The New York Times by Annie Lowrey –
February 11, 2013
A sharp and surprisingly persistent slowdown in the growth of health care costs is helping to narrow the federal deficit, leaving budget experts trying to figure out whether the trend will last and how much the slower growth could help alleviate the country’s long-term fiscal problems.
In figures released last week, the Congressional Budget Office said it had erased hundreds of billions of dollars in projected spending on Medicare and Medicaid. The budget office now projects that spending on those two programs in 2020 will be about $200 billion, or 15 percent, less than it projected three years ago. New data also show overall health care spending growth continuing at the lowest rate in decades for a fourth consecutive year.
Health experts say they do not yet fully understand what is driving the lower spending trajectory. But there is a growing consensus that changes in how doctors and hospitals deliver health care — as opposed to merely a weak economy — are playing a role. Still, experts sharply disagree on where spending might be in future years, a question with major ramifications for the federal deficit, family budgets and the overall economy.
Part of the slowdown stems from “the recession and the loss of income and wealth” causing people to cut back on health care, Douglas W. Elmendorf, the director of the Congressional Budget Office, said last week. But he added that a “significant part” of the slowdown “probably arises from structural changes in the health care system.”
Some insurers have moved away from simply paying per procedure by giving health care providers financial incentives to reduce complications and rehospitalizations, for instance. Doctors, nurses and hospitals have also taken steps to reduce wasteful treatments. Many of the changes predate the 2010 health care overhaul, but the law has also contributed to the changes by offering some financial incentives, health care experts say.
Even if slower growth persists, the cost of health care poses one of the greatest threats to the country’s fiscal health. It threatens to consume a larger proportion of the overall budget, meaning larger deficits, cuts to other programs, higher taxes or some combination of the three. Remaining on a lower cost trajectory would reduce the pressure on Democrats and Republicans seeking to put the country on a sounder fiscal path.
“We’re not going from unsustainable to sustainable,” said Jared Bernstein of the Center on Budget and Policy Priorities, a liberal-leaning research group in Washington. “Even if the recent changes persist, we’re not done in terms of achieving sustainability in health care cost growth, but we have more time to figure out what’s working without hacking away at social insurance,” added Mr. Bernstein, a former economic adviser to Vice President Joseph R. Biden Jr.
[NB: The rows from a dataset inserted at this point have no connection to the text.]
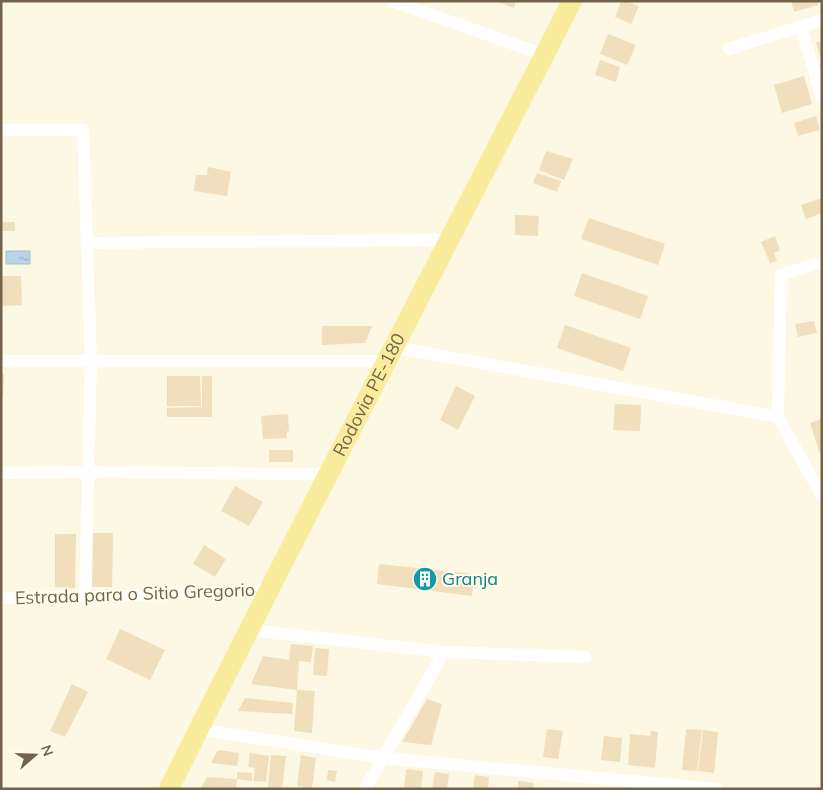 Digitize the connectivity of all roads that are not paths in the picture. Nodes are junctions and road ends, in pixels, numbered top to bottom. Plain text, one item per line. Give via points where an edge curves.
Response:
1 (392, 1) edge
2 (572, 1) edge
3 (822, 20) edge
4 (801, 26) junction
5 (729, 49) dead end
6 (544, 55) junction
7 (822, 98) edge
8 (1, 130) edge
9 (450, 240) junction
10 (87, 244) junction
11 (822, 262) edge
12 (389, 354) junction
13 (1, 361) edge
14 (91, 361) junction
15 (778, 417) junction
16 (88, 472) junction
17 (1, 473) edge
18 (328, 474) junction
19 (822, 496) edge
20 (269, 590) junction
21 (1, 598) edge
22 (84, 598) junction
23 (249, 630) junction
24 (444, 652) junction
25 (585, 657) dead end
26 (198, 729) junction
27 (383, 758) junction
28 (642, 785) edge
29 (168, 789) edge
30 (365, 789) edge
31 (717, 789) edge

1 - 6 street
2 - 6 main road, Rodovia PE-180
3 - 4 street
4 - 5 street
4 - 7 street
6 - 9 main road, Rodovia PE-180
8 - 10 street via 83,130
9 - 10 street
9 - 12 main road, Rodovia PE-180
10 - 14 street
11 - 15 street via 781,275
12 - 14 street
12 - 15 street
12 - 18 main road, Rodovia PE-180
13 - 14 street
14 - 16 street
15 - 19 street
16 - 17 street
16 - 18 street
16 - 22 street
18 - 20 main road, Rodovia PE-180
20 - 22 street, Estrada para o Sitio Gregorio
20 - 23 main road, Rodovia PE-180
21 - 22 street, Estrada para o Sitio Gregorio
23 - 24 street
23 - 26 main road, Rodovia PE-180
24 - 25 street
24 - 27 street
26 - 27 street
26 - 29 main road, Rodovia PE-180
27 - 28 street
27 - 30 street
28 - 31 street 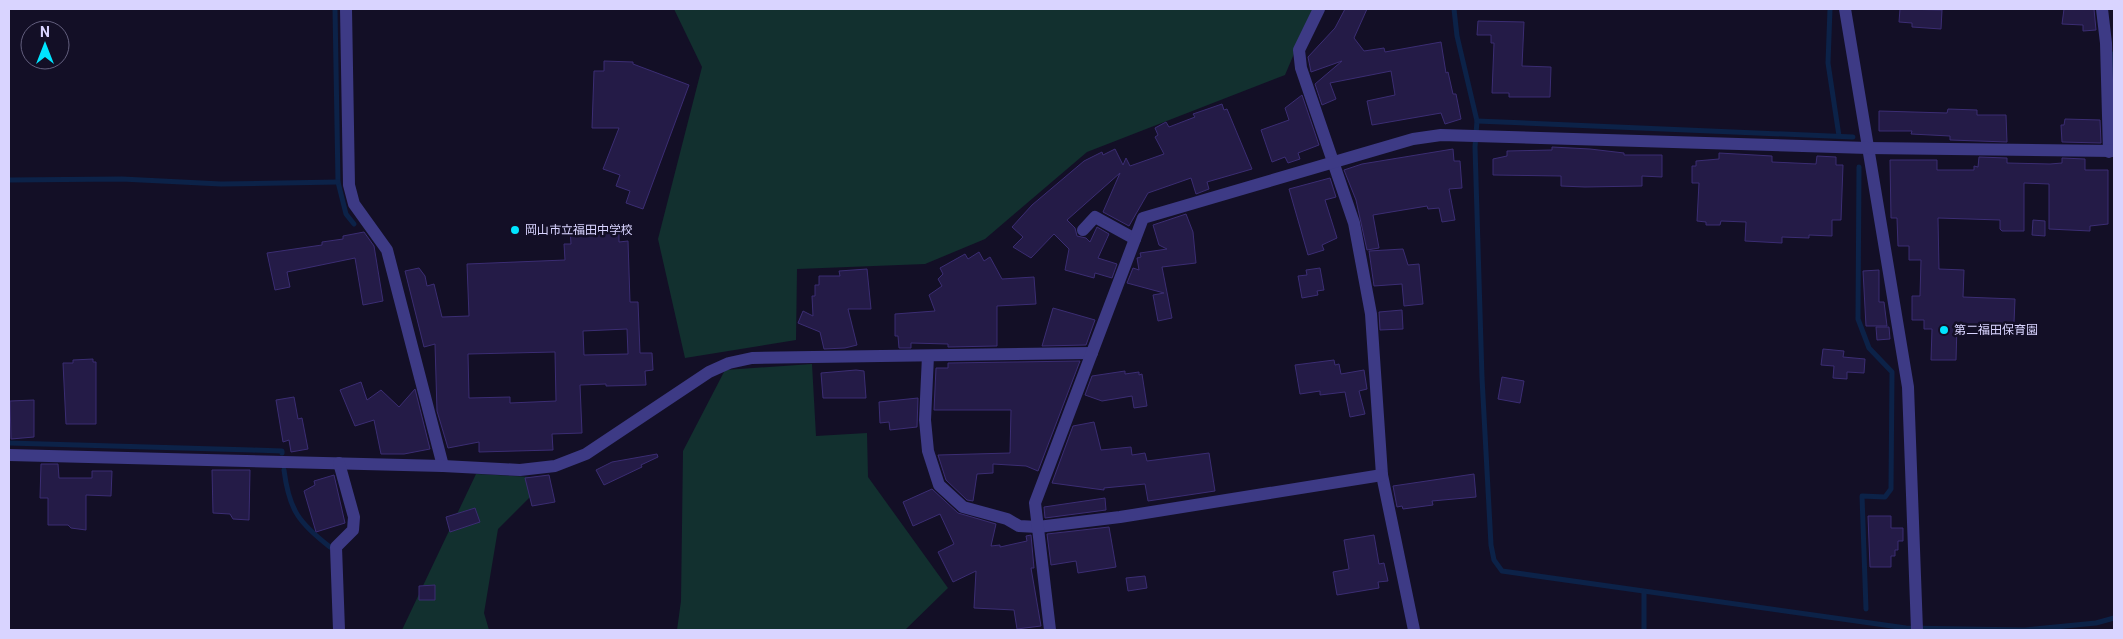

One sign that the slowdown might be lasting is that it seems to have started before the recession took hold and is continuing even as the economy picks up. “The more we look at the data, the more it seems to me that the cost curve did bend before the recession,” said Charles Roehrig of the Altarum Institute, a health care research organization. Additionally, health spending did not seem to decline or slow down more in states that were hit harder by the economic downturn, and it has flattened for Medicare patients, even though they tend to be sheltered from the effects of economic fluctuations.
“If you go out and talk to doctors and hospital executives, they believe their world is changing,” said Peter Orszag, a former budget director in the Obama administration and now a vice chairman at Citigroup. “Nothing in life is conclusive, but I think the case for this being at least partially structural is much stronger than the case for it being entirely cyclical.”
The slowdown has occurred in both government and overall health spending. From 2009 to 2011, total health spending grew at the lowest annual pace since the government started keeping records 52 years ago, a trend that seems to have continued last year. In the 2012 fiscal year, Medicare spending per beneficiary grew just 0.4 percent. The new Congressional Budget Office data said that overall Medicare outlays grew 3 percent in 2012, the slowest rate since 2000.
A major question raised by Mr. Elmendorf and others is whether the spending will accelerate again. (It slowed in the 1990s only to pick up again last decade.) “There’s a lot of reasons to suspect it’s temporary,” said Douglas Holtz-Eakin, a former director of the Congressional Budget Office and a prominent Republican economist. “Premature celebration never makes sense when it comes to health care,” he added.
Slower cost growth would have ramifications far beyond the deficit. According to calculations by White House economists, slowing the annual growth rate of health care costs by 1.5 percentage points might increase economic output by 2 percent in 2020 and 8 percent in 2030. It might also lead to higher wages for workers and more room for productive investments in the budget.
Even if the slowdown continued, the deficit problem would hardly be solved, budget experts said. One situation described by the Altarum Institute imagines tax revenue at about 19 percent of economic output and health care spending growing about as fast as economic output did. Assuming a balanced budget, that would leave 6 percent of economic output for spending on defense, safety net programs and other nonhealth programs in 2035. The modern low is around 8 percent, Mr. Roehrig said.
“It is possible to keep the policies for those large benefit programs unchanged, but only by raising taxes substantially for a broad segment of population,” Mr. Elmendorf said. “Alternatively, it’s possible to keep tax revenues at their historical average of percentage of G.D.P., but only by making substantial cuts relative to current policies in the large benefit programs that aid a broad group of people at some point in their lives.”